Data items:
┏━━
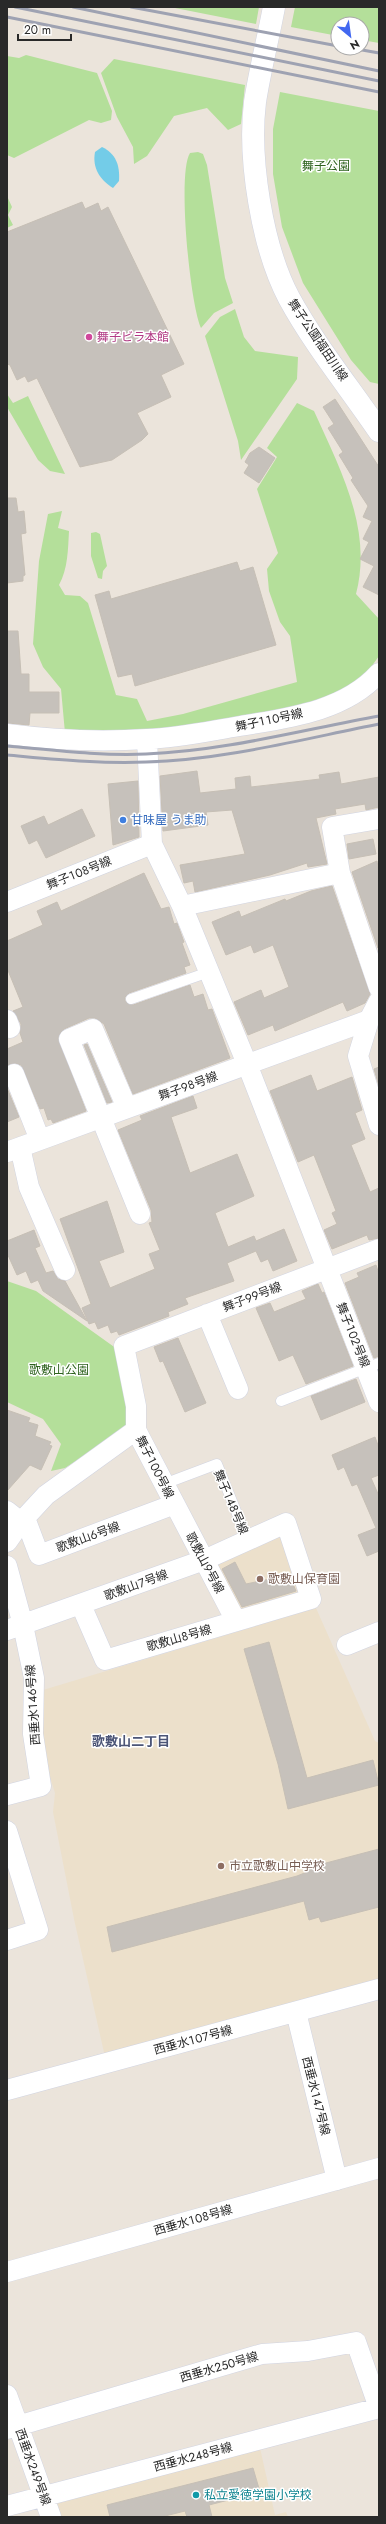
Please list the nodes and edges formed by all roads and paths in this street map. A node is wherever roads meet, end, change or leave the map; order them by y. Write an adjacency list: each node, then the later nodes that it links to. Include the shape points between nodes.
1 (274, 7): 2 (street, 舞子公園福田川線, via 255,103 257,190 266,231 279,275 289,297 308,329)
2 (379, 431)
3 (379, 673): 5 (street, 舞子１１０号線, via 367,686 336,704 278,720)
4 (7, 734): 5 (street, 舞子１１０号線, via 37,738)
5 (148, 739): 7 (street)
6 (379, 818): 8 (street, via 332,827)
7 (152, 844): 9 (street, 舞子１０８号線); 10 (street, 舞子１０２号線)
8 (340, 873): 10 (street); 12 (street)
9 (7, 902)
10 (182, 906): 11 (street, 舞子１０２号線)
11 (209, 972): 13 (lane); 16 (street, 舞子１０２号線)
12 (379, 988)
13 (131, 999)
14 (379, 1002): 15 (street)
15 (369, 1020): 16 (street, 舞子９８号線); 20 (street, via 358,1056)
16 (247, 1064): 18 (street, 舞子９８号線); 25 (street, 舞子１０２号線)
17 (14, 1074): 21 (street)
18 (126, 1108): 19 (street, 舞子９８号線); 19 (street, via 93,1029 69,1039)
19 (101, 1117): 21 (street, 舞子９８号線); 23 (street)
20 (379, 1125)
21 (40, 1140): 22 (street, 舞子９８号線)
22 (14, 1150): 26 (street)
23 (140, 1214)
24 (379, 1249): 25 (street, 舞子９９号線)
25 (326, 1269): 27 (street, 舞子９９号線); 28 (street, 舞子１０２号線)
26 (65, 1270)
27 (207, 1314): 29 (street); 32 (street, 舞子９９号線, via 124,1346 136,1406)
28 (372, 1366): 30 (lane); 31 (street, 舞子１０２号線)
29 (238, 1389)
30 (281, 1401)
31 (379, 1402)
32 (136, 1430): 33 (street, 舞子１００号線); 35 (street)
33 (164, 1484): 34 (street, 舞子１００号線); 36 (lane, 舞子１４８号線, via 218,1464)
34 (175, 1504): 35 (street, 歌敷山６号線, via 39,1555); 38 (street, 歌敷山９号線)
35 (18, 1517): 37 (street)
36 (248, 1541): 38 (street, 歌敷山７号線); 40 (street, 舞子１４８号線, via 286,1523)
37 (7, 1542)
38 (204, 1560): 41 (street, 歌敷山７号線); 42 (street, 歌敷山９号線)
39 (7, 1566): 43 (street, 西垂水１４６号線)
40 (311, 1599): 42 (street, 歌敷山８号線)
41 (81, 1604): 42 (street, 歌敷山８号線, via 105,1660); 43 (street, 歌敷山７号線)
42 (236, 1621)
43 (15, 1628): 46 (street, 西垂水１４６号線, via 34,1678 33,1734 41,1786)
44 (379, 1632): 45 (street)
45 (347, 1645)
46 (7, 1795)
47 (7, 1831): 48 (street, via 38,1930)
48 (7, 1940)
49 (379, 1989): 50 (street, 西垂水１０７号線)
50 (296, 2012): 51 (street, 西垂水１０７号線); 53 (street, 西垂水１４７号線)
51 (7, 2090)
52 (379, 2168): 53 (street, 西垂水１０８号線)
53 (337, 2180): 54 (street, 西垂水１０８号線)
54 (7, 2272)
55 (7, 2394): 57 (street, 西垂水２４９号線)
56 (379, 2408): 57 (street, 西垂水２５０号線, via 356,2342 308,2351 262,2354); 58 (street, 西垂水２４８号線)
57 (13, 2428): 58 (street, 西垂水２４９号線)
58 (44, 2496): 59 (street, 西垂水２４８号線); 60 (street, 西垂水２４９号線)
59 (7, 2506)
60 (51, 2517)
┗━━
**What the task requires:** Which lines hold the string "lane"? Copy all of them from the data above.

**Written answer:**
11 (209, 972): 13 (lane); 16 (street, 舞子１０２号線)
28 (372, 1366): 30 (lane); 31 (street, 舞子１０２号線)
33 (164, 1484): 34 (street, 舞子１００号線); 36 (lane, 舞子１４８号線, via 218,1464)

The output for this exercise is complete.